The BBC also notes, “While some of this spending reflects the rising cost of necessities, Americans are also still buying big-ticket items and laying out tons of cash for experiences. This ‘YOLO’ attitude towards money bucks the spending trends of past economic downturns – and some economists have been left scratching their heads, especially as consumer sentiment on the economy remains overwhelmingly pessimistic. … This sustained period of ‘you-only-live-once’-esque spending amid rising debt and dwindling savings has confounded many economists. … Even though many people are still employed and earning pay cheques … they’re not necessarily happy – wages still are not keeping up with the pace of inflation.”

I entirely agree wages are not keeping up with the pace of inflation. As the woman in the video noted, how can a coffee cost $8 when minimum wage is $8? The logical solution, it seems to me, is not to purchase $8 coffees if your wages aren’t commensurate with your spending. Ditto with vintage Chanel purses.

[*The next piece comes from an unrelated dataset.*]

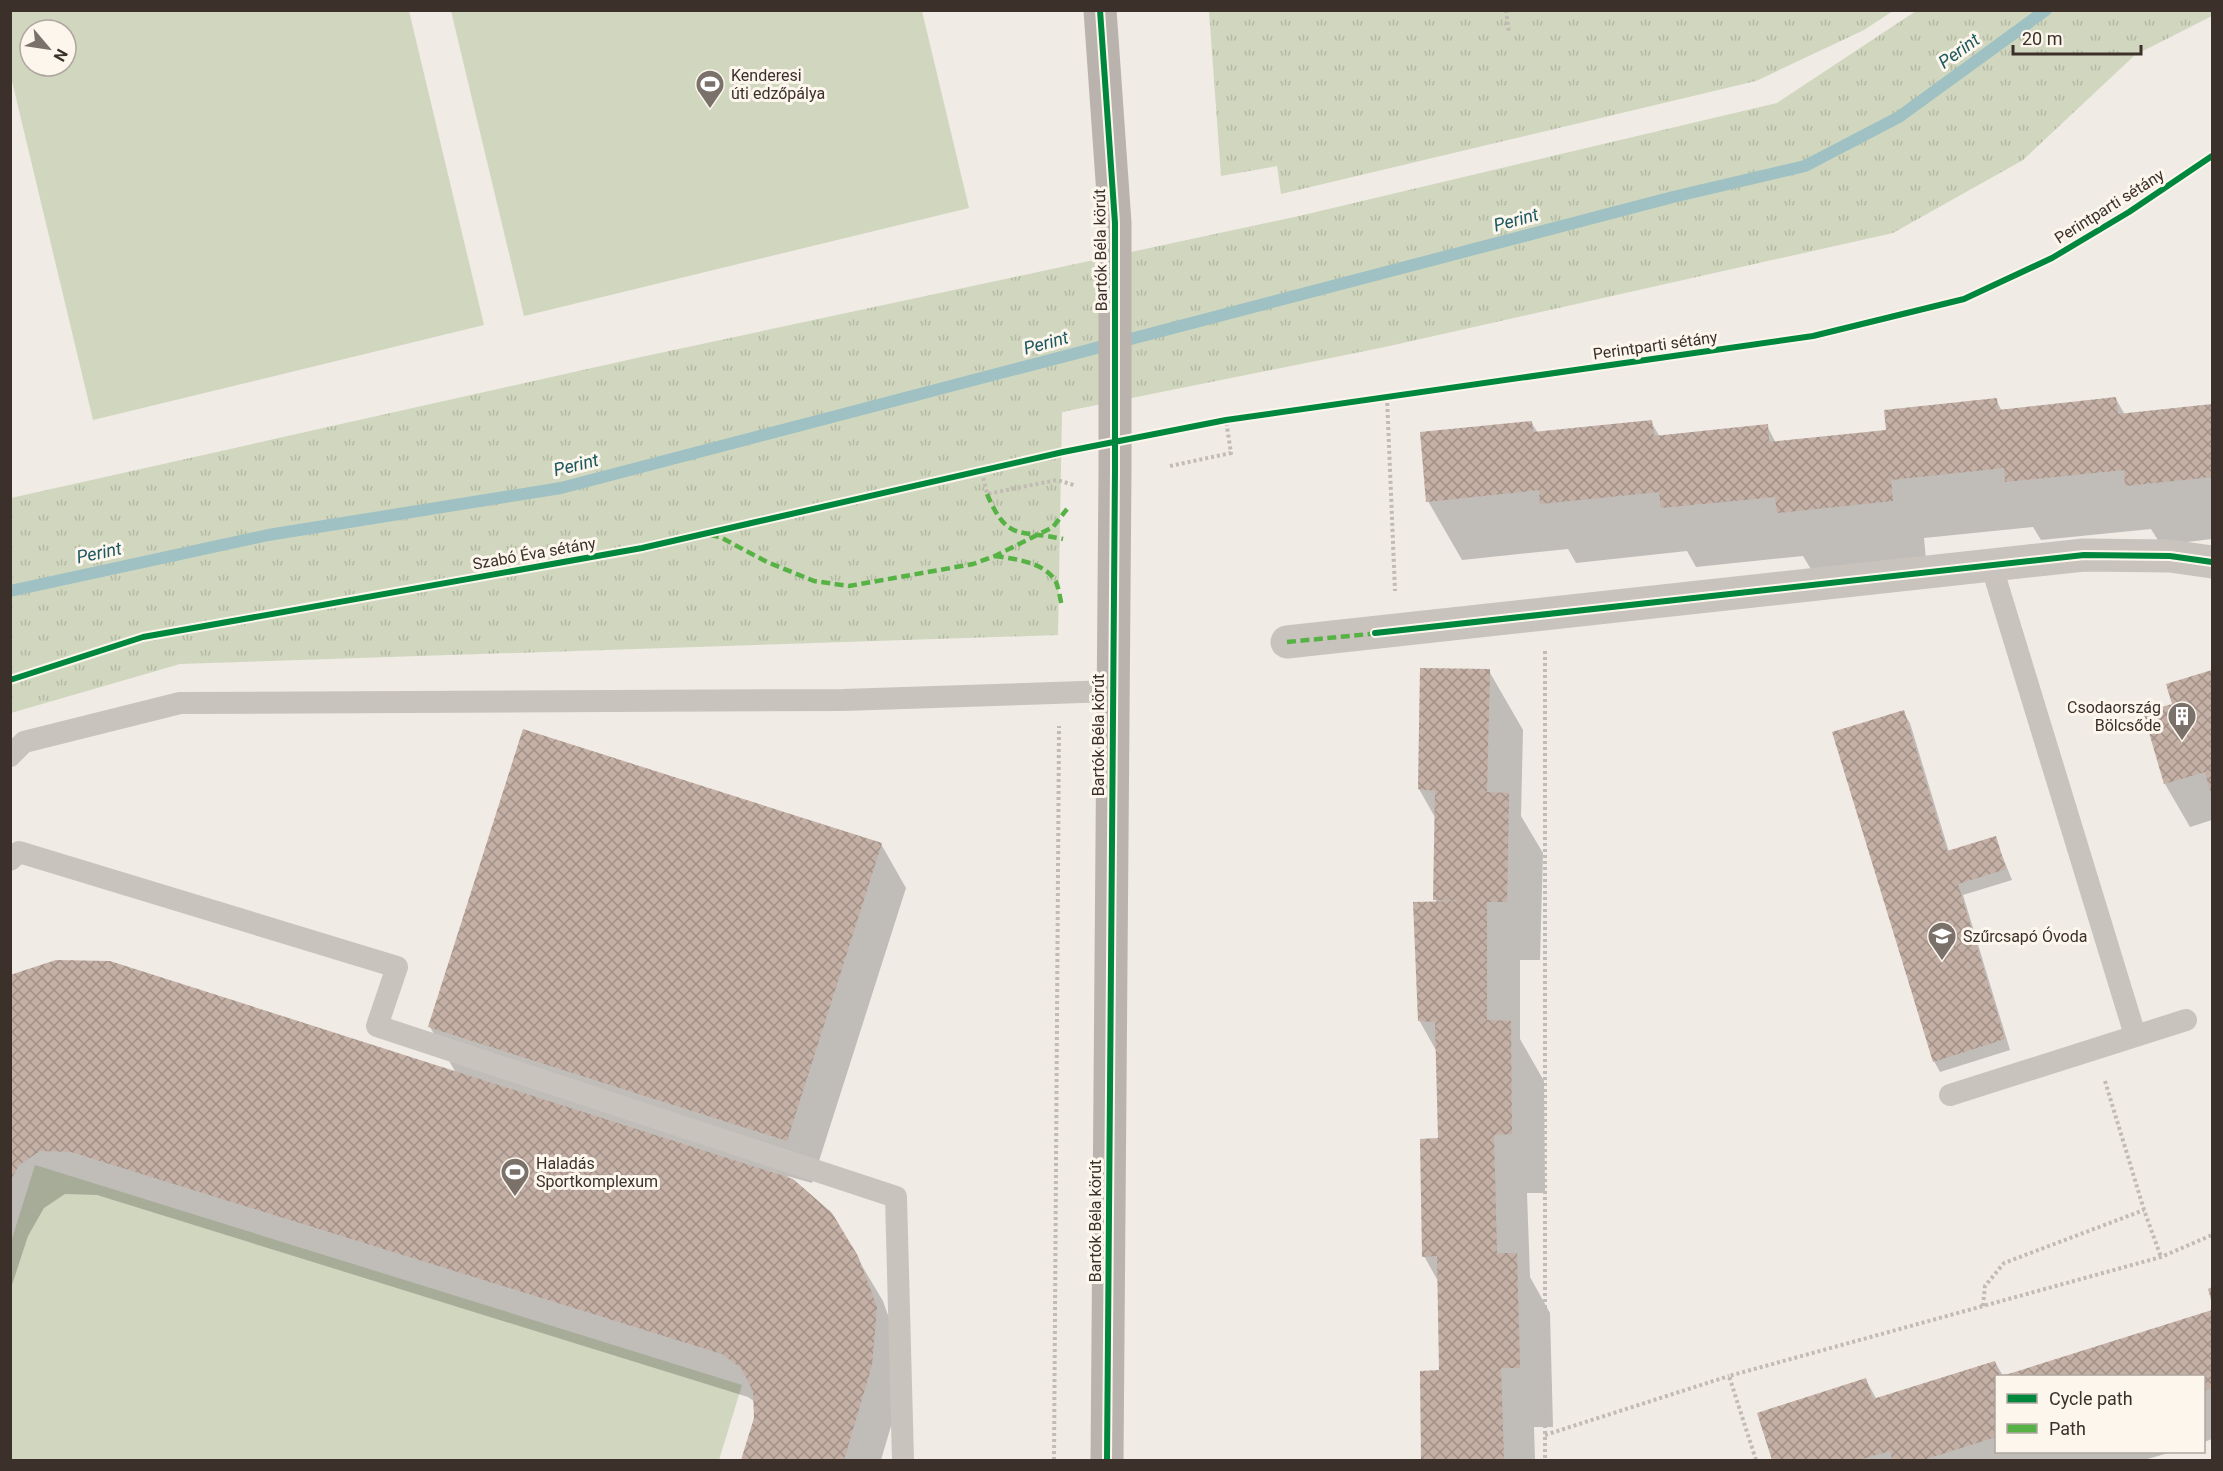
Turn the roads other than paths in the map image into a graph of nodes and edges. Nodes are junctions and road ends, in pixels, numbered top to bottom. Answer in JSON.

YOLO spending differs from survival spending. In this economy, a lot of people are maxing out their credit cards simply to pay their bills. I get that. I totally get that. In the past, we had crushing credit card debt due to the economic reality of raising a family on a very tight income. It took many years to climb out of that financial hole. In fact, those debt years left me with something of a psychological scar, and now I have an almost pathological fear of owing money.

YOLO spending strikes me as irrational to the point of madness. It’s one thing to max out a credit card because you’re desperately trying to keep your head above water. It’s a whole different thing to max out on non-essential YOLO luxuries. These spenders must know a day of reckoning will loom, right?

While I understand – and sympathize – with the frustration expressed by the younger generation, I can’t help but feel there are better ways to go about enjoying the small pleasures of life without digging yourself “deeper and deeper and deeper into a gigantic financial hole.”

Debt is terrifying enough if it’s incurred simply for survival. But debt incurred simply to live it up in the moment seems like madness. What advice – or hope – can you offer doom spenders, besides not buying $8 coffees or $2,500 Chanel bags?